Memorabilia from Johan Santana’s no-hitter was up for bid via the New York Mets auction site over the last couple of weeks. The lineup card from the Mets dugout for what was the first no-no in team history sold for $12,057. The visitors lineup card brought $6,007. Several game-used baseballs sold–one for $8,563.
Even the team was surprised at the amount that was bid on some pieces, even before the bidding was done. The Wall Street Journal delved into the marketing of historic moments in this story.
A little boy in southern Wisconsin took up baseball card collecting and loved his little binder of cards so much, he took them everywhere. One day he put it on top of the family car when he and his dad stopped to play catch. They drove off and somewhere along a local highway, the binder blew off.
Elijah Wolfe was crushed. So were his parents, who put flyers up at local supermarkets and took out an ad in the newspaper. The heartfelt plea caught the eye and the emotion of a local woman who decided to do something about it. Read about it in the Portage Daily Register.

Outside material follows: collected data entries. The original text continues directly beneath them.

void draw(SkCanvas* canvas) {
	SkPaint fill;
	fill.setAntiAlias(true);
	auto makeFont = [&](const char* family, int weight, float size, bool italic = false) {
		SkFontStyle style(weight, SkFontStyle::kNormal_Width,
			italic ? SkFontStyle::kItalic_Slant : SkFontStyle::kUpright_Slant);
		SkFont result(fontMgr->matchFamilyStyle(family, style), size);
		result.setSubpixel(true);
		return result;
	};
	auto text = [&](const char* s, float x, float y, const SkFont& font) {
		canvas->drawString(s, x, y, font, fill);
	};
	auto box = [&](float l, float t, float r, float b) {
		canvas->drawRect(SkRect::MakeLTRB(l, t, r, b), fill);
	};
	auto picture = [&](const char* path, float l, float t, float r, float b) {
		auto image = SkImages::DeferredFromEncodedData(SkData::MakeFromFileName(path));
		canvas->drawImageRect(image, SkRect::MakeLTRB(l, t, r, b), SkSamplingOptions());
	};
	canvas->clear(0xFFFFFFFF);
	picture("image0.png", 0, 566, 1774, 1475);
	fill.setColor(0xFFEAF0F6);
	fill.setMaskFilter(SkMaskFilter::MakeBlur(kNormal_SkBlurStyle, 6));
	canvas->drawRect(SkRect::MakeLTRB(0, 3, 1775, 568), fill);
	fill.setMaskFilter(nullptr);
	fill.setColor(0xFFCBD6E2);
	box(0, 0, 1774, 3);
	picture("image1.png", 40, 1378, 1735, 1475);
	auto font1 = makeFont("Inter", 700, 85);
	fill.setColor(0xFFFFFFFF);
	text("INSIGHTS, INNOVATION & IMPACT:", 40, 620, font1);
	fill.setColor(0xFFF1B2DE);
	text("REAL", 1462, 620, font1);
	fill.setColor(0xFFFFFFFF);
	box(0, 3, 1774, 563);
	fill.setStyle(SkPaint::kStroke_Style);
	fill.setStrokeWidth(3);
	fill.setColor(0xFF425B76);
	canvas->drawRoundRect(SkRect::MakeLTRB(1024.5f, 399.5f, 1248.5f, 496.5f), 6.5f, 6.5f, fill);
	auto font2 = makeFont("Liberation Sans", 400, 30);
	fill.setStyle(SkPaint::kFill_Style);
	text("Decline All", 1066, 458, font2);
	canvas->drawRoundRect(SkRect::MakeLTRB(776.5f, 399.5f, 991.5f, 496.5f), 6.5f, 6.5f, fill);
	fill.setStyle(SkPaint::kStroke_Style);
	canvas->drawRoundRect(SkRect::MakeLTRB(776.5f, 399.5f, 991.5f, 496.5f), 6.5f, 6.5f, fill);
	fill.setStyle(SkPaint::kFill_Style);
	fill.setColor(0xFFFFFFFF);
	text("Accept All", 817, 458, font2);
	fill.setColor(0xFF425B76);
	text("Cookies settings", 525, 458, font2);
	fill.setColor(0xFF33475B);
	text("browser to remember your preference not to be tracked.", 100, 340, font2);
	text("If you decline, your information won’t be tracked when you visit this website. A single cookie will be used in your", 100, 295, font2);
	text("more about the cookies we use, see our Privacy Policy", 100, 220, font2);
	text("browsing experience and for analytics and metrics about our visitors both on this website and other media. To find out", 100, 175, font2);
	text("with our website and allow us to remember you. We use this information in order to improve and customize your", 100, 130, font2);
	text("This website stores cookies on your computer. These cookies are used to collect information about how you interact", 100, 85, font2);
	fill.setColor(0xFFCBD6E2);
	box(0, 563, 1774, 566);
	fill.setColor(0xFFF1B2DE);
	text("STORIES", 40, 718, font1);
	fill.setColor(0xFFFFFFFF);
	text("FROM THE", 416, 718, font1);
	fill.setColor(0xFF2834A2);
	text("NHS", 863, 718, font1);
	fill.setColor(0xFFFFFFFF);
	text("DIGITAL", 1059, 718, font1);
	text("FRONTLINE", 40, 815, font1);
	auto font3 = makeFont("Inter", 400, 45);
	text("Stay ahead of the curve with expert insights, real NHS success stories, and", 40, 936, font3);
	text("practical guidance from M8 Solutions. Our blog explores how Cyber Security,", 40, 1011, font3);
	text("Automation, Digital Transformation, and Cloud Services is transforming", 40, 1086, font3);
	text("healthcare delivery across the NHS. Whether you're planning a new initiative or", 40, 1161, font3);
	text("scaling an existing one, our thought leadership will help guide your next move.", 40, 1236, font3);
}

Wonder why few players ever smiled on those old photographs from the early part of the 20th century? Could be those flannel uniforms they were wearing on 90-degree days. Could be the obvious lack of really good dental care. Or…it could be that this still relatively new phenomenon known as photography was a little scary for some guys. Consider this tidbit from a writer for Baseball Magazine in February 1917: A photographer is always an unwelcome gent to Plank on his pitching days. He believes having having his pictures taken, giving his picture away, or even being snapped by the photographers on the field, are ill luck for him.